- [WHAT THE TASK REQUIRES]: Every entry below should appear in the answer exactly as written, apart from the pictures.

[Collected data entries]
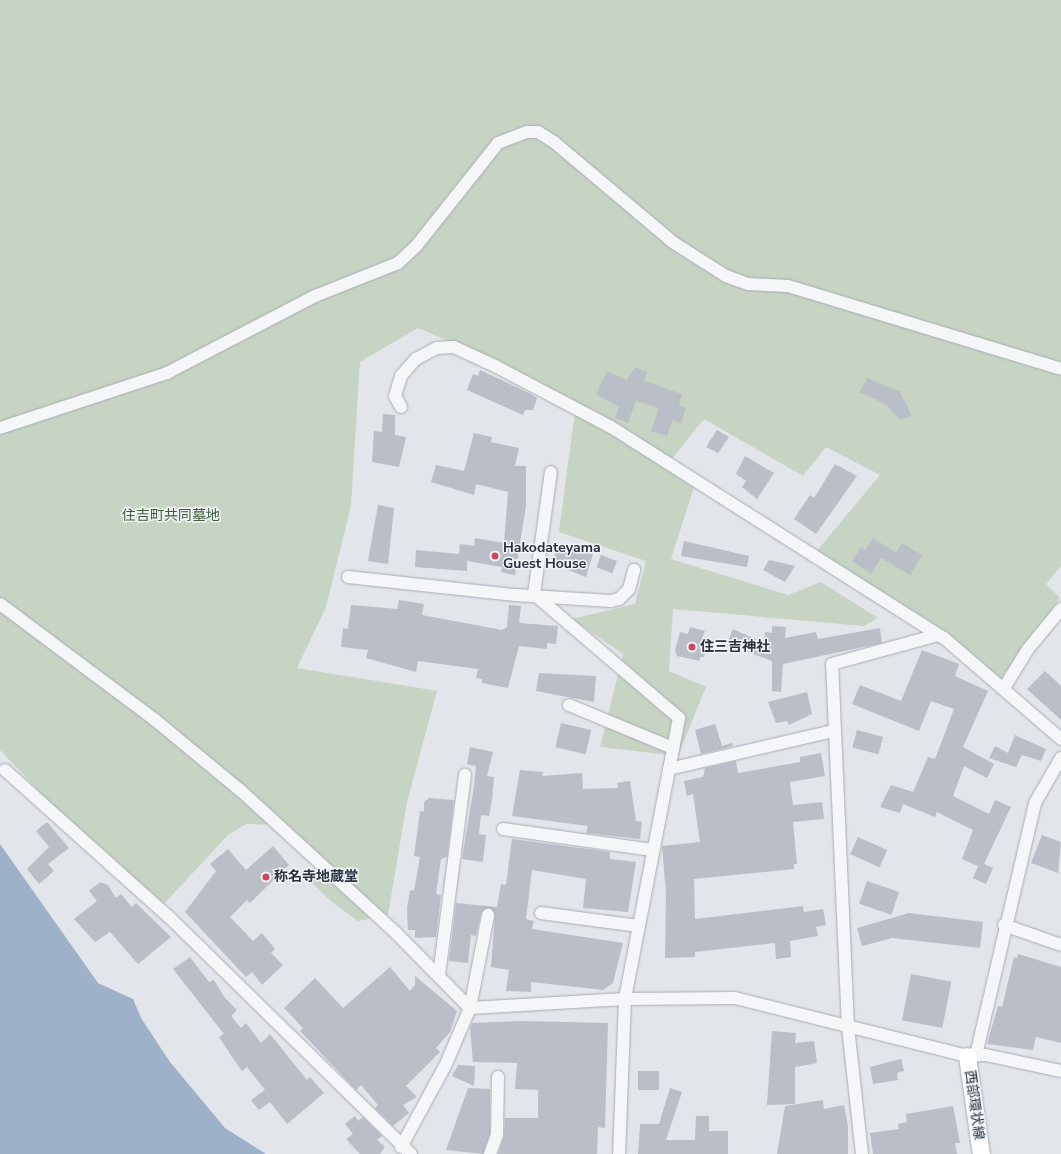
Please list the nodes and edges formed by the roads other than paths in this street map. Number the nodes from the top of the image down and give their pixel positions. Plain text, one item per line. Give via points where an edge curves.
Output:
1 (1061, 369) edge
2 (401, 407) dead end
3 (0, 428) edge
4 (551, 472) dead end
5 (634, 570) dead end
6 (348, 577) dead end
7 (534, 594) junction
8 (0, 604) edge
9 (1061, 609) edge
10 (938, 635) junction
11 (1004, 688) junction
12 (569, 705) dead end
13 (833, 731) junction
14 (1061, 739) edge
15 (673, 748) junction
16 (1061, 758) edge
17 (668, 769) junction
18 (5, 770) dead end
19 (465, 775) dead end
20 (503, 829) dead end
21 (653, 850) junction
22 (541, 913) dead end
23 (488, 915) dead end
24 (1004, 925) junction
25 (638, 926) junction
26 (1061, 945) edge
27 (438, 975) junction
28 (625, 999) junction
29 (470, 1008) junction
30 (848, 1028) junction
31 (971, 1056) junction
32 (1061, 1072) edge
33 (498, 1077) dead end
34 (401, 1147) junction
35 (411, 1154) edge
36 (490, 1154) edge
37 (619, 1154) edge
38 (862, 1154) edge
39 (981, 1154) edge

1 - 3 street via 788,286 748,284 726,276 674,243 554,142 538,132 527,132 498,143 417,245 398,263 315,296 166,373
2 - 10 street via 395,396 397,386 409,366 437,348 460,350 611,427
4 - 7 street
5 - 7 street via 625,594 611,601
6 - 7 street via 515,595
7 - 15 street via 679,718
8 - 27 street via 155,720 240,790
9 - 11 street via 1028,649
10 - 11 street
10 - 13 street via 832,664 836,715
11 - 14 street
12 - 15 street
13 - 17 street
13 - 30 street
15 - 17 street
16 - 24 street via 1035,803
17 - 21 street
18 - 34 street via 168,916
19 - 27 street
20 - 21 street
21 - 25 street
22 - 25 street
23 - 29 street
24 - 26 street
24 - 31 street
25 - 28 street
27 - 29 street
28 - 29 street
28 - 30 street via 735,998
28 - 37 street
29 - 34 street via 446,1064
30 - 31 street
30 - 38 street
31 - 32 street
31 - 39 street, 西部環状線
33 - 36 street via 497,1135
34 - 35 street

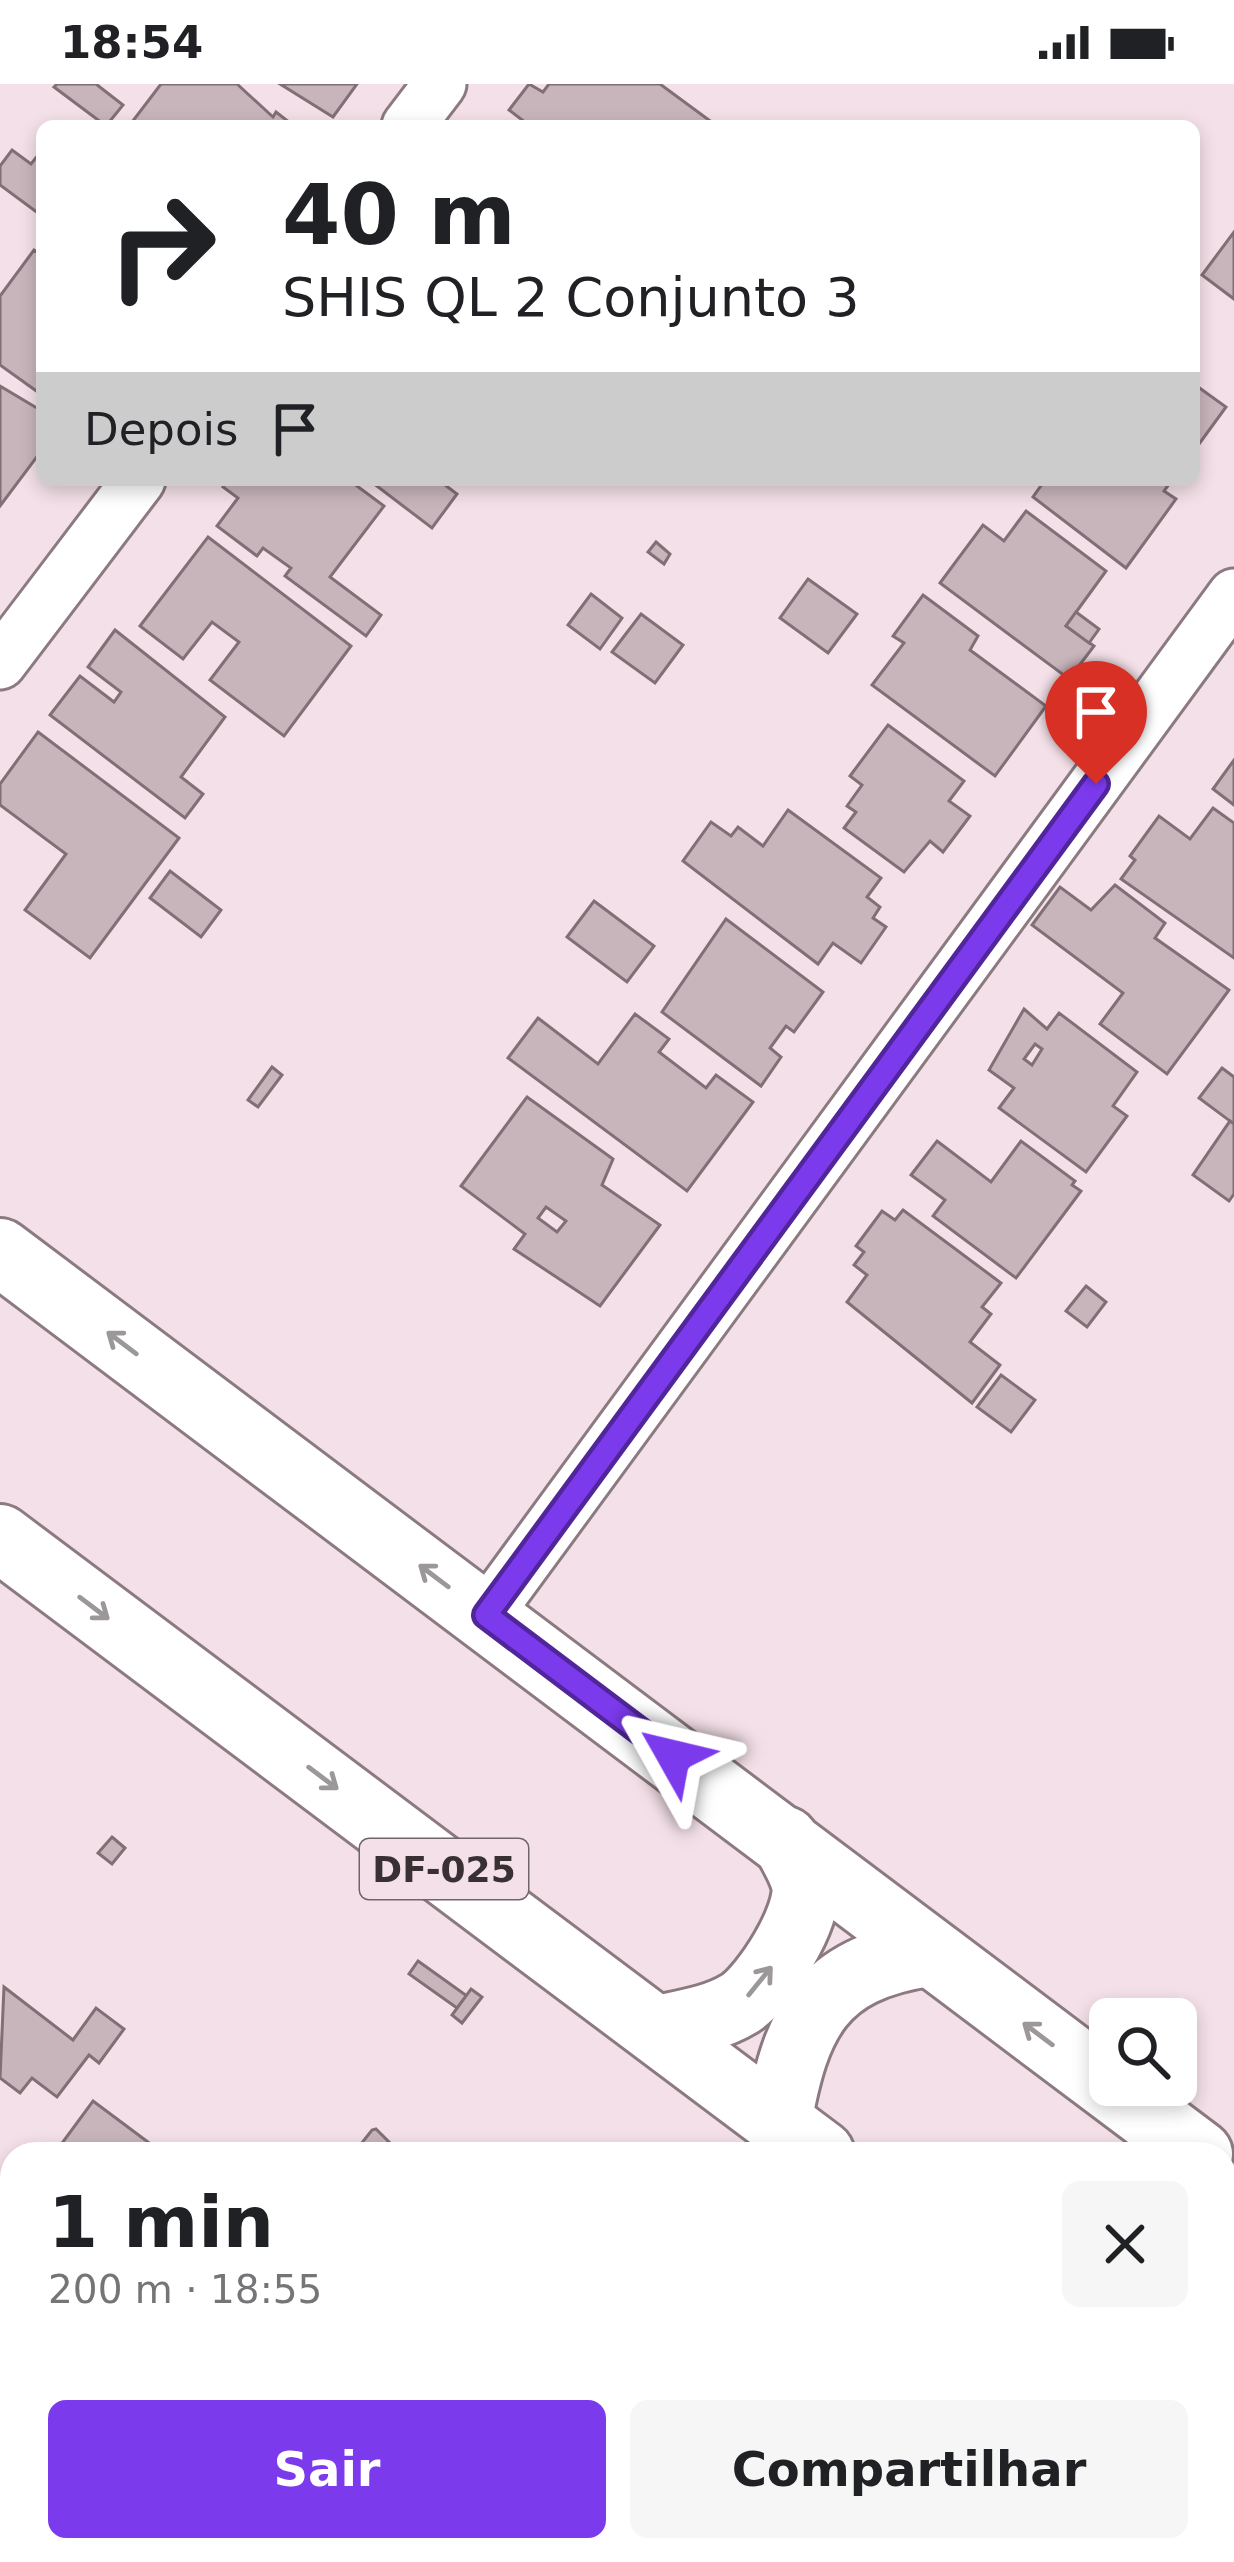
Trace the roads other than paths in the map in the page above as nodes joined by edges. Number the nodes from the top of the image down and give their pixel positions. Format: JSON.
{"nodes":[{"id":1,"x":440,"y":84,"type":"edge"},
{"id":2,"x":413,"y":120,"type":"edge"},
{"id":3,"x":134,"y":486,"type":"edge"},
{"id":4,"x":1234,"y":595,"type":"edge"},
{"id":5,"x":0,"y":663,"type":"edge"},
{"id":6,"x":0,"y":1252,"type":"edge"},
{"id":7,"x":0,"y":1538,"type":"edge"},
{"id":8,"x":486,"y":1615,"type":"junction"},
{"id":9,"x":785,"y":1840,"type":"junction"},
{"id":10,"x":928,"y":1953,"type":"junction"},
{"id":11,"x":658,"y":2030,"type":"junction"},
{"id":12,"x":800,"y":2138,"type":"edge"},
{"id":13,"x":1183,"y":2142,"type":"edge"}],
"edges":[{"from":1,"to":2,"type":"street"},
{"from":3,"to":5,"type":"street"},
{"from":4,"to":8,"type":"street"},
{"from":8,"to":6,"type":"main road","one_way":true},
{"from":7,"to":11,"type":"main road","number":"DF-025","one_way":true},
{"from":8,"to":9,"type":"main road"},
{"from":9,"to":10,"type":"main road"},
{"from":11,"to":9,"type":"main road","one_way":true},
{"from":10,"to":12,"type":"main road"},
{"from":13,"to":10,"type":"main road","one_way":true},
{"from":11,"to":12,"type":"main road","number":"DF-025"}]}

- [SOLUTION FOR THIS TASK]:
Please list the nodes and edges formed by the roads other than paths in this street map. Number the nodes from the top of the image down and give their pixel positions. Plain text, one item per line. Give via points where an edge curves.
Output:
1 (1061, 369) edge
2 (401, 407) dead end
3 (0, 428) edge
4 (551, 472) dead end
5 (634, 570) dead end
6 (348, 577) dead end
7 (534, 594) junction
8 (0, 604) edge
9 (1061, 609) edge
10 (938, 635) junction
11 (1004, 688) junction
12 (569, 705) dead end
13 (833, 731) junction
14 (1061, 739) edge
15 (673, 748) junction
16 (1061, 758) edge
17 (668, 769) junction
18 (5, 770) dead end
19 (465, 775) dead end
20 (503, 829) dead end
21 (653, 850) junction
22 (541, 913) dead end
23 (488, 915) dead end
24 (1004, 925) junction
25 (638, 926) junction
26 (1061, 945) edge
27 (438, 975) junction
28 (625, 999) junction
29 (470, 1008) junction
30 (848, 1028) junction
31 (971, 1056) junction
32 (1061, 1072) edge
33 (498, 1077) dead end
34 (401, 1147) junction
35 (411, 1154) edge
36 (490, 1154) edge
37 (619, 1154) edge
38 (862, 1154) edge
39 (981, 1154) edge

1 - 3 street via 788,286 748,284 726,276 674,243 554,142 538,132 527,132 498,143 417,245 398,263 315,296 166,373
2 - 10 street via 395,396 397,386 409,366 437,348 460,350 611,427
4 - 7 street
5 - 7 street via 625,594 611,601
6 - 7 street via 515,595
7 - 15 street via 679,718
8 - 27 street via 155,720 240,790
9 - 11 street via 1028,649
10 - 11 street
10 - 13 street via 832,664 836,715
11 - 14 street
12 - 15 street
13 - 17 street
13 - 30 street
15 - 17 street
16 - 24 street via 1035,803
17 - 21 street
18 - 34 street via 168,916
19 - 27 street
20 - 21 street
21 - 25 street
22 - 25 street
23 - 29 street
24 - 26 street
24 - 31 street
25 - 28 street
27 - 29 street
28 - 29 street
28 - 30 street via 735,998
28 - 37 street
29 - 34 street via 446,1064
30 - 31 street
30 - 38 street
31 - 32 street
31 - 39 street, 西部環状線
33 - 36 street via 497,1135
34 - 35 street

Trace the roads other than paths in the map in the page above as nodes joined by edges. Number the nodes from the top of the image down and give their pixel positions. Format: JSON.
{"nodes":[{"id":1,"x":440,"y":84,"type":"edge"},
{"id":2,"x":413,"y":120,"type":"edge"},
{"id":3,"x":134,"y":486,"type":"edge"},
{"id":4,"x":1234,"y":595,"type":"edge"},
{"id":5,"x":0,"y":663,"type":"edge"},
{"id":6,"x":0,"y":1252,"type":"edge"},
{"id":7,"x":0,"y":1538,"type":"edge"},
{"id":8,"x":486,"y":1615,"type":"junction"},
{"id":9,"x":785,"y":1840,"type":"junction"},
{"id":10,"x":928,"y":1953,"type":"junction"},
{"id":11,"x":658,"y":2030,"type":"junction"},
{"id":12,"x":800,"y":2138,"type":"edge"},
{"id":13,"x":1183,"y":2142,"type":"edge"}],
"edges":[{"from":1,"to":2,"type":"street"},
{"from":3,"to":5,"type":"street"},
{"from":4,"to":8,"type":"street"},
{"from":8,"to":6,"type":"main road","one_way":true},
{"from":7,"to":11,"type":"main road","number":"DF-025","one_way":true},
{"from":8,"to":9,"type":"main road"},
{"from":9,"to":10,"type":"main road"},
{"from":11,"to":9,"type":"main road","one_way":true},
{"from":10,"to":12,"type":"main road"},
{"from":13,"to":10,"type":"main road","one_way":true},
{"from":11,"to":12,"type":"main road","number":"DF-025"}]}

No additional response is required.